It’s Say Something Week at J. Taylor Finley Middle School and across the country. The goal? To keep everyone safe while providing help to anyone who needs it. The week seeks to empower students to “know the signs” and learn how to prevent violence in schools.
Say Something Week is an initiative of Sandy Hook Promise, an organization committed to “creating a culture engaged in preventing shootings, violence and other harmful acts in schools.”
School-wide assemblies allowed Finley seventh and eighth graders to learn how to recognize warning signs and threats; how to act immediately and take situations seriously and how to bring the matter to a trusted adult by “saying something.”
“The Sandy Hook Promise offers valuable programs that have proven successful with students at all grade levels,” Huntington Superintendent James W. Polansky said. “We are pleased to introduce the Say Something program at Finley. It is important for students to recognize the importance of their voices and their open communication with trusted adults.”
Huntington UFSD’s Director of Safety and Security Jarrett Stein said the ultimate goal is to “reduce violence, threats and tragic consequences and create safer schools.”
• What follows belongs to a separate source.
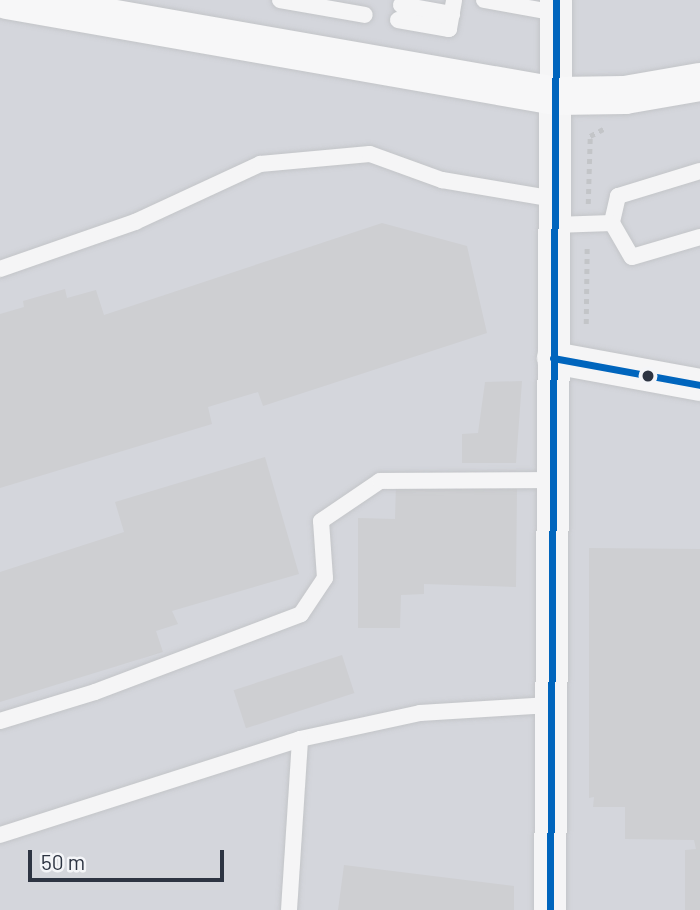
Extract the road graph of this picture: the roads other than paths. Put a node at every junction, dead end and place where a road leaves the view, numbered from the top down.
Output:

The Finley students were an attentive audience for the presentations. Students learned what a threat looks and sounds like and where these signs are likely to be found. The seventh and eighth graders learned strategies to take action and overcome the barriers that may exist to being an “upstander” rather than a “bystander.”
“The program taught the students and teachers to act immediately and take any potential threat seriously,” Mr. Stein said. “It explained how to have those conversations with an adult the students’ trust and provided examples of who those trusted adults may be.”
Sandy Hook Promise is an outgrowth of the December 14, 2012 shooting at Sandy Hook Elementary School in Newtown, Connecticut that left 26 people dead, including 20 schoolchildren and six faculty and staff members.
“Say Something Week is a national call-to-action week to celebrate students being ‘upstanders’ in schools and communities by speaking up when noticing warning signs and threats of potential violence,” according to the Sandy Hook Promise website. “Thousands of schools and youth organizations from across the United States participate in Say Something Call to Action Week.”
The Say Something program complements Finley’s existing social and emotional learning initiative.
“Say Something teaches students how to recognize warning signs and prevent someone from harming themselves or others,” according to Sandy Hook Promise. “Students build essential SEL competencies, including how to empathize with others and seek help when needed (relationship skills). Students also learn how to identify problems and analyze situations as well solve problems in an ethically responsible manner (responsible decision-making).”
The two assembly programs gave students, teachers and support staff members plenty to discuss back in their classrooms over the coming weeks.